## PROMPT
Write the records out exactly as shown. No pictures.

+++

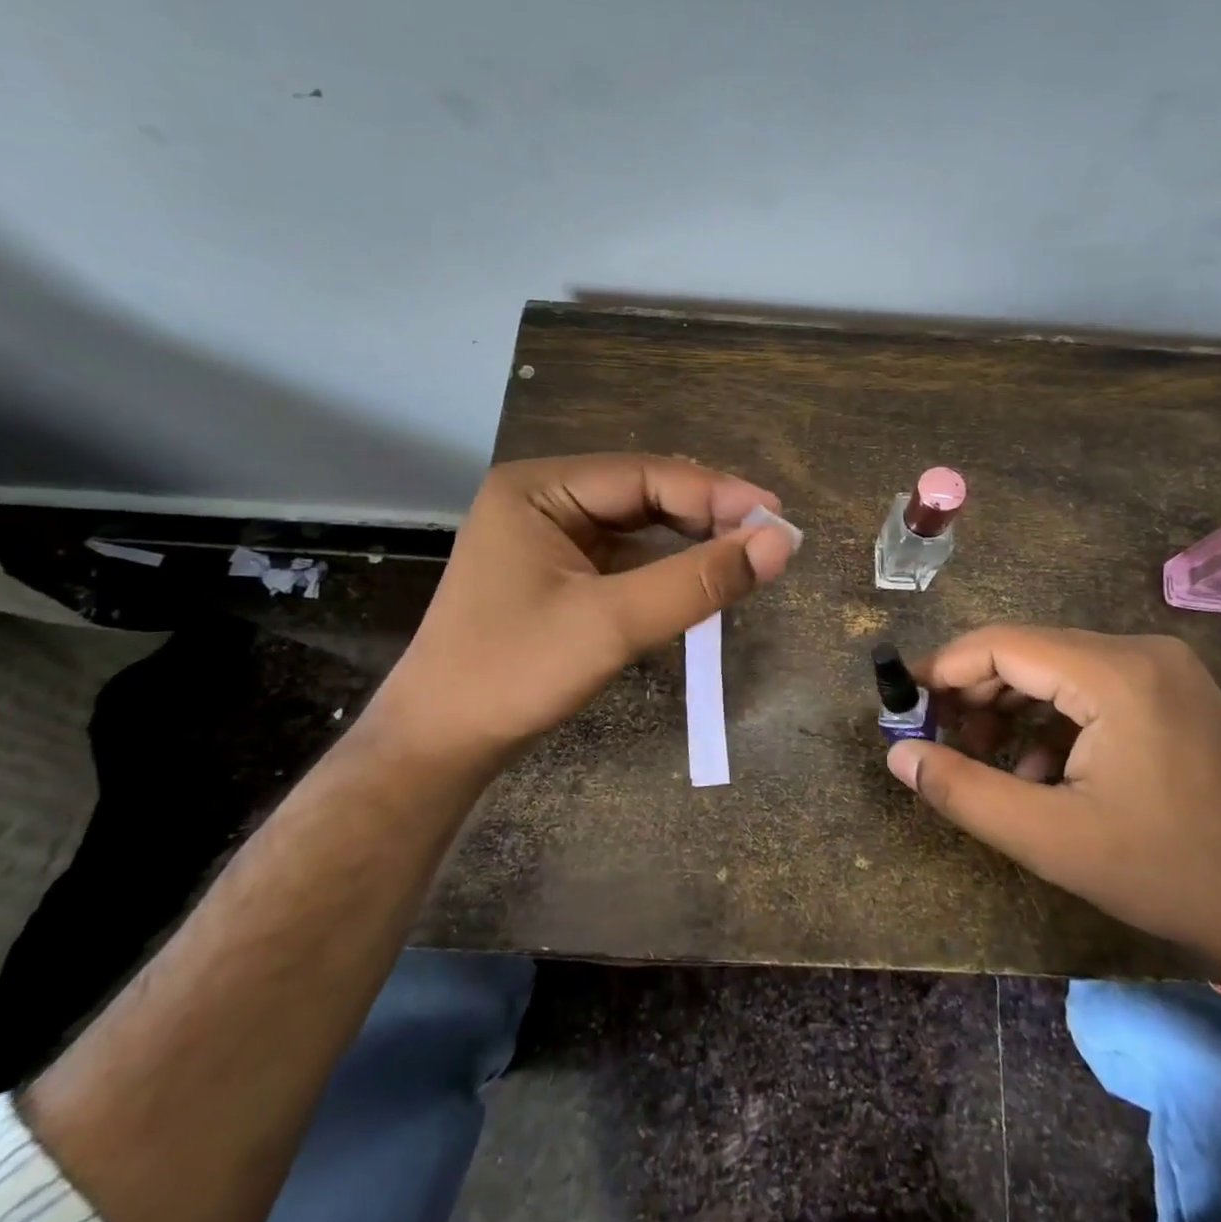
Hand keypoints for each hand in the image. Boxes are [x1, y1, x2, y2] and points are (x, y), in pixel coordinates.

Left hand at [367, 454, 796, 775]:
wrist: (439, 746)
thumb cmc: (513, 675)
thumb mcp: (612, 623)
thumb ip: (697, 581)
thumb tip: (780, 543)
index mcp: (539, 488)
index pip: (645, 474)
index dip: (717, 493)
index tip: (778, 516)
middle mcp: (544, 499)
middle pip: (644, 493)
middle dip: (708, 514)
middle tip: (770, 538)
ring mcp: (550, 536)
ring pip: (640, 524)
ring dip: (693, 539)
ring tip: (748, 555)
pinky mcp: (560, 572)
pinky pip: (627, 556)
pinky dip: (668, 566)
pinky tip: (703, 577)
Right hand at [886, 626, 1220, 966]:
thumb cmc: (1167, 872)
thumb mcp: (1051, 839)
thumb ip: (964, 791)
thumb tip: (898, 755)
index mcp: (1115, 674)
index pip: (1003, 644)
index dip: (945, 668)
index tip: (903, 701)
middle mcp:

+++

## OUTPUT FOR THIS TASK
Hand keypoints for each hand in the image. Boxes are [x1, y1, x2, y2] and points are (x, y), in pixel coordinates.

Left hand at [367, 454, 796, 775]:
wrist: (439, 746)
thumb cmc: (513, 675)
thumb mcp: (612, 623)
thumb ip: (697, 581)
thumb tip: (780, 543)
index mcp: (539, 488)
index pip: (645, 474)
index dip: (717, 493)
index tip: (778, 516)
middle mcp: (544, 499)
middle pip: (644, 493)
middle dip: (708, 514)
middle tip: (770, 538)
ring mcp: (550, 536)
ring pip: (640, 524)
ring dip: (693, 539)
ring tip: (748, 555)
pinky mcp: (560, 572)
pinky pip: (627, 556)
pinky dip: (668, 566)
pinky tip: (703, 577)
Right hand at [886, 626, 1220, 966]:
thumb cmc: (1167, 872)
thumb mcp: (1051, 839)
thumb ip: (964, 791)
thumb tip: (898, 755)
index mcp: (1115, 674)
index pip: (1003, 644)
index dip: (945, 668)
index tip: (903, 701)
middle mcp:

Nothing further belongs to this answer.